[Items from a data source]
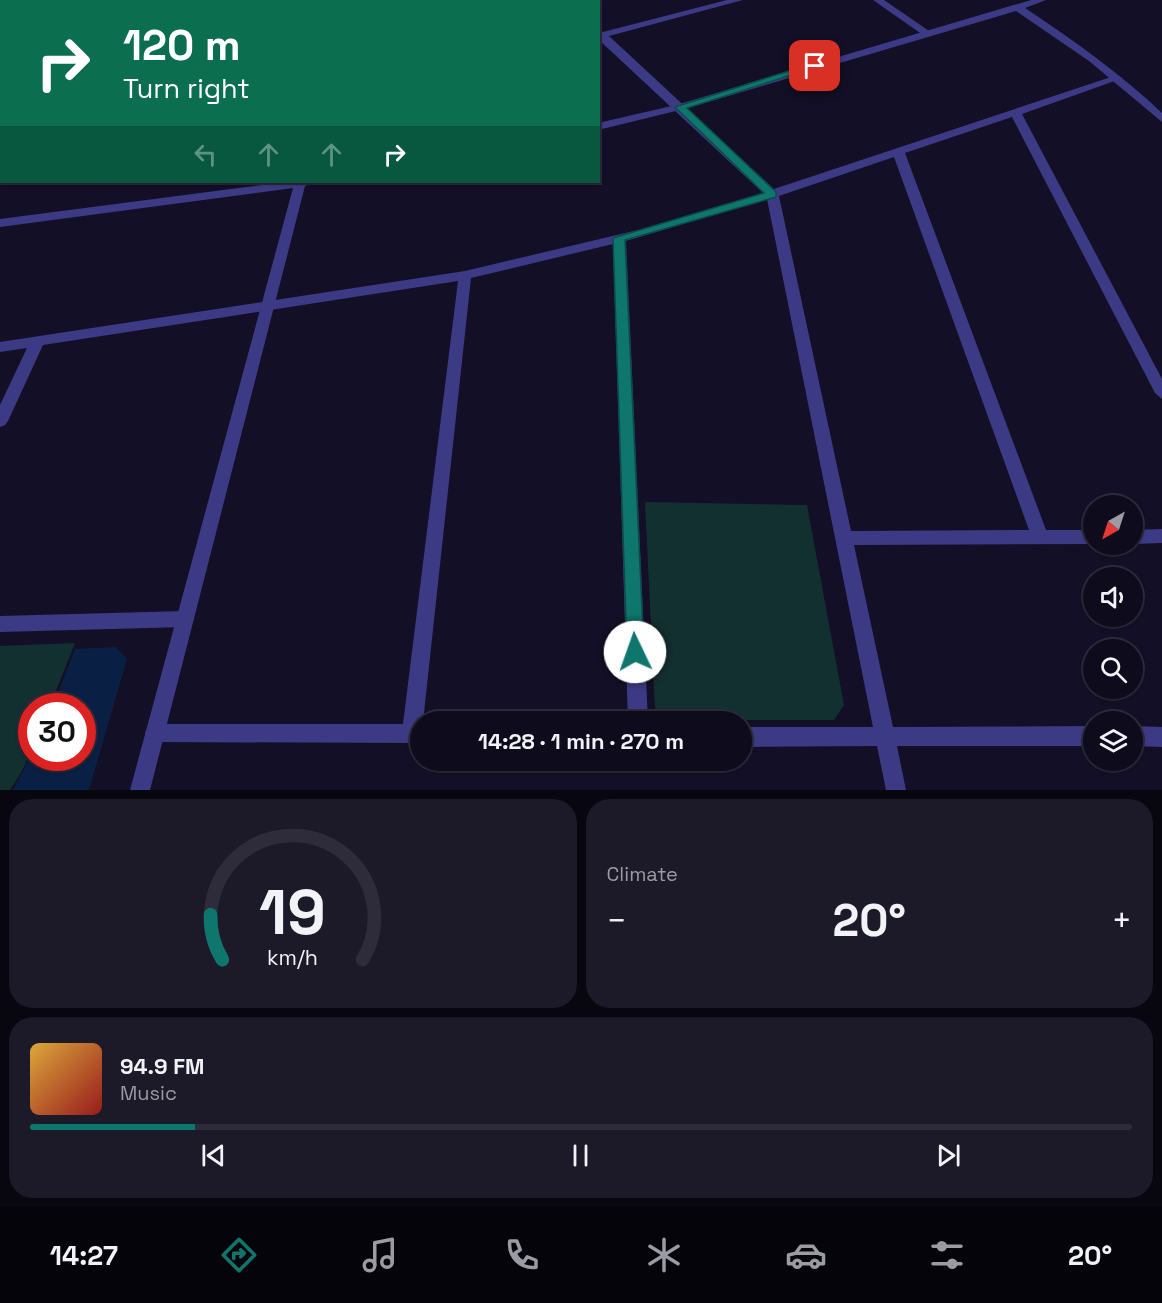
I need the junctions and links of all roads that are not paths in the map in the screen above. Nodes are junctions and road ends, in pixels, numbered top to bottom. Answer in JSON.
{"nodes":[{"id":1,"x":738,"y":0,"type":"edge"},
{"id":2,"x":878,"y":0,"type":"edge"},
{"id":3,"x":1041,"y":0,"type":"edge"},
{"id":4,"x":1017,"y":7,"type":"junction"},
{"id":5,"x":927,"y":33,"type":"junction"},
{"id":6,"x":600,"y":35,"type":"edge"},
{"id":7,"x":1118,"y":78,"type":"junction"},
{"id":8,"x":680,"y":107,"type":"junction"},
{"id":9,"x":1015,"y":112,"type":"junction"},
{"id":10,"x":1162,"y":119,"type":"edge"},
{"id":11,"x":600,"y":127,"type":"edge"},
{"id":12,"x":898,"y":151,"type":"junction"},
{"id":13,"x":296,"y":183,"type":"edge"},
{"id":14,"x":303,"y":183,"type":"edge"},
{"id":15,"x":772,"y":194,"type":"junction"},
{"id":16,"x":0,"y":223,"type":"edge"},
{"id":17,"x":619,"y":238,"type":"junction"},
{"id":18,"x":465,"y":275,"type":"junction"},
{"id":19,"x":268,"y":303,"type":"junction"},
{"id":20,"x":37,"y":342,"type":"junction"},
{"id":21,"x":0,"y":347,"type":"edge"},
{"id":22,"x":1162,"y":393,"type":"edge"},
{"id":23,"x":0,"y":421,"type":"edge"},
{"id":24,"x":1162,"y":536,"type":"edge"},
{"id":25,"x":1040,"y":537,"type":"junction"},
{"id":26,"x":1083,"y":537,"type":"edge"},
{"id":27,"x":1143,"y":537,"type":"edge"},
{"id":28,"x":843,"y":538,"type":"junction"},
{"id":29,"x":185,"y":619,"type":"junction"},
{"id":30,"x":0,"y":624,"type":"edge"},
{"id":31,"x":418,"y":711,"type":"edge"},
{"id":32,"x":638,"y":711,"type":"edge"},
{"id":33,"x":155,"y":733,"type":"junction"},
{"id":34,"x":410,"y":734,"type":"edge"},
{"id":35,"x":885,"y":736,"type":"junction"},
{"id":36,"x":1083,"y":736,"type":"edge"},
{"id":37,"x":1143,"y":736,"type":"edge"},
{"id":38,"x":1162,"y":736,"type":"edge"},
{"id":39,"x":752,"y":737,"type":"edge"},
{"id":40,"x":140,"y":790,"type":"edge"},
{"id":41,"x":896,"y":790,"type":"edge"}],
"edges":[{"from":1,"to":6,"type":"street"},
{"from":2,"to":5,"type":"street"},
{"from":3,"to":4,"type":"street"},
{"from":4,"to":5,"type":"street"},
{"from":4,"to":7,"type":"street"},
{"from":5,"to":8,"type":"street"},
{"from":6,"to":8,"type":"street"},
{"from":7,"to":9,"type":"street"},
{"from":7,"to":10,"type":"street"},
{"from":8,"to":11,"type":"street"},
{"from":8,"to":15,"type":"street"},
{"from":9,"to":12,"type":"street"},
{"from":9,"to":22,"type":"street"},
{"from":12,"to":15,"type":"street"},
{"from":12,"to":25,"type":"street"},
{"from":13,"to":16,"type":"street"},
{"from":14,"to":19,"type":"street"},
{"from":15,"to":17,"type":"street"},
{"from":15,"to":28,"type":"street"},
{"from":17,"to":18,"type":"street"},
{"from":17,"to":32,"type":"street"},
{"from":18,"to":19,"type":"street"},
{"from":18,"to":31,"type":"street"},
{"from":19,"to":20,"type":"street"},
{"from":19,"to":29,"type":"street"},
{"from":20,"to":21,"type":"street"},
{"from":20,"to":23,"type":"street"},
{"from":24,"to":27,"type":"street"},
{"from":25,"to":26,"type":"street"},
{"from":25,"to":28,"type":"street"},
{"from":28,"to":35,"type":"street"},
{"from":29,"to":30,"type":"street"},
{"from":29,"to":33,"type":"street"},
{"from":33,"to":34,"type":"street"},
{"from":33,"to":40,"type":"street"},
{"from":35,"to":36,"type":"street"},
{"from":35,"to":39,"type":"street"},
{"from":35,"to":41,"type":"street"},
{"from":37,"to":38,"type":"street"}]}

EXERCISE REQUIREMENTS ->
An exact copy of the entries above is required; pictures are not part of it.

ANSWER TO THE EXERCISE ->
I need the junctions and links of all roads that are not paths in the map in the screen above. Nodes are junctions and road ends, in pixels, numbered top to bottom. Answer in JSON.
{"nodes":[{"id":1,"x":738,"y":0,"type":"edge"},
{"id":2,"x":878,"y":0,"type":"edge"},
{"id":3,"x":1041,"y":0,"type":"edge"},
{"id":4,"x":1017,"y":7,"type":"junction"},
{"id":5,"x":927,"y":33,"type":"junction"},
{"id":6,"x":600,"y":35,"type":"edge"},
{"id":7,"x":1118,"y":78,"type":"junction"},
{"id":8,"x":680,"y":107,"type":"junction"},
{"id":9,"x":1015,"y":112,"type":"junction"},
{"id":10,"x":1162,"y":119,"type":"edge"},
{"id":11,"x":600,"y":127,"type":"edge"},
{"id":12,"x":898,"y":151,"type":"junction"},
{"id":13,"x":296,"y":183,"type":"edge"},
{"id":14,"x":303,"y":183,"type":"edge"},
{"id":15,"x":772,"y":194,"type":"junction"},
{"id":16,"x":0,"y":223,"type":"edge"},
{"id":17,"x":619,"y":238,"type":"junction"},
{"id":18,"x":465,"y":275,"type":"junction"},
{"id":19,"x":268,"y":303,"type":"junction"},
{"id":20,"x":37,"y":342,"type":"junction"},
{"id":21,"x":0,"y":347,"type":"edge"},
{"id":22,"x":1162,"y":393,"type":"edge"},
{"id":23,"x":0,"y":421,"type":"edge"},
{"id":24,"x":1162,"y":536,"type":"edge"},
{"id":25,"x":1040,"y":537,"type":"junction"},
{"id":26,"x":1083,"y":537,"type":"edge"},
{"id":27,"x":1143,"y":537,"type":"edge"},
{"id":28,"x":843,"y":538,"type":"junction"},
{"id":29,"x":185,"y":619,"type":"junction"},
{"id":30,"x":0,"y":624,"type":"edge"},
{"id":31,"x":418,"y":711,"type":"edge"},
{"id":32,"x":638,"y":711,"type":"edge"},
{"id":33,"x":155,"y":733,"type":"junction"},
{"id":34,"x":410,"y":734,"type":"edge"},
{"id":35,"x":885,"y":736,"type":"junction"},
{"id":36,"x":1083,"y":736,"type":"edge"},
{"id":37,"x":1143,"y":736,"type":"edge"},
{"id":38,"x":1162,"y":736,"type":"edge"},
{"id":39,"x":752,"y":737,"type":"edge"},
{"id":40,"x":140,"y":790,"type":"edge"},
{"id":41,"x":896,"y":790,"type":"edge"}],
"edges":[{"from":1,"to":6,"type":"street"},
{"from":2,"to":5,"type":"street"},
{"from":3,"to":4,"type":"street"},
{"from":4,"to":5,"type":"street"},
{"from":4,"to":7,"type":"street"},
{"from":5,"to":8,"type":"street"},
{"from":6,"to":8,"type":"street"},
{"from":7,"to":9,"type":"street"},
{"from":7,"to":10,"type":"street"},
{"from":8,"to":11,"type":"street"},
{"from":8,"to":15,"type":"street"},
{"from":9,"to":12,"type":"street"},
{"from":9,"to":22,"type":"street"},
{"from":12,"to":15,"type":"street"},
{"from":12,"to":25,"type":"street"},
{"from":13,"to":16,"type":"street"},
{"from":14,"to":19,"type":"street"},
{"from":15,"to":17,"type":"street"},
{"from":15,"to":28,"type":"street"},
{"from":17,"to":18,"type":"street"},
{"from":17,"to":32,"type":"street"},
{"from":18,"to":19,"type":"street"},
{"from":18,"to":31,"type":"street"},
{"from":19,"to":20,"type":"street"},
{"from":19,"to":29,"type":"street"},
{"from":20,"to":21,"type":"street"},
{"from":20,"to":23,"type":"street"},
{"from":24,"to":27,"type":"street"},
{"from":25,"to":26,"type":"street"},
{"from":25,"to":28,"type":"street"},
{"from":28,"to":35,"type":"street"},
{"from":29,"to":30,"type":"street"},
{"from":29,"to":33,"type":"street"},
{"from":33,"to":34,"type":"street"},
{"from":33,"to":40,"type":"street"},
{"from":35,"to":36,"type":"street"},
{"from":35,"to":39,"type":"street"},
{"from":35,"to":41,"type":"street"},
{"from":37,"to":38,"type":"street"}]}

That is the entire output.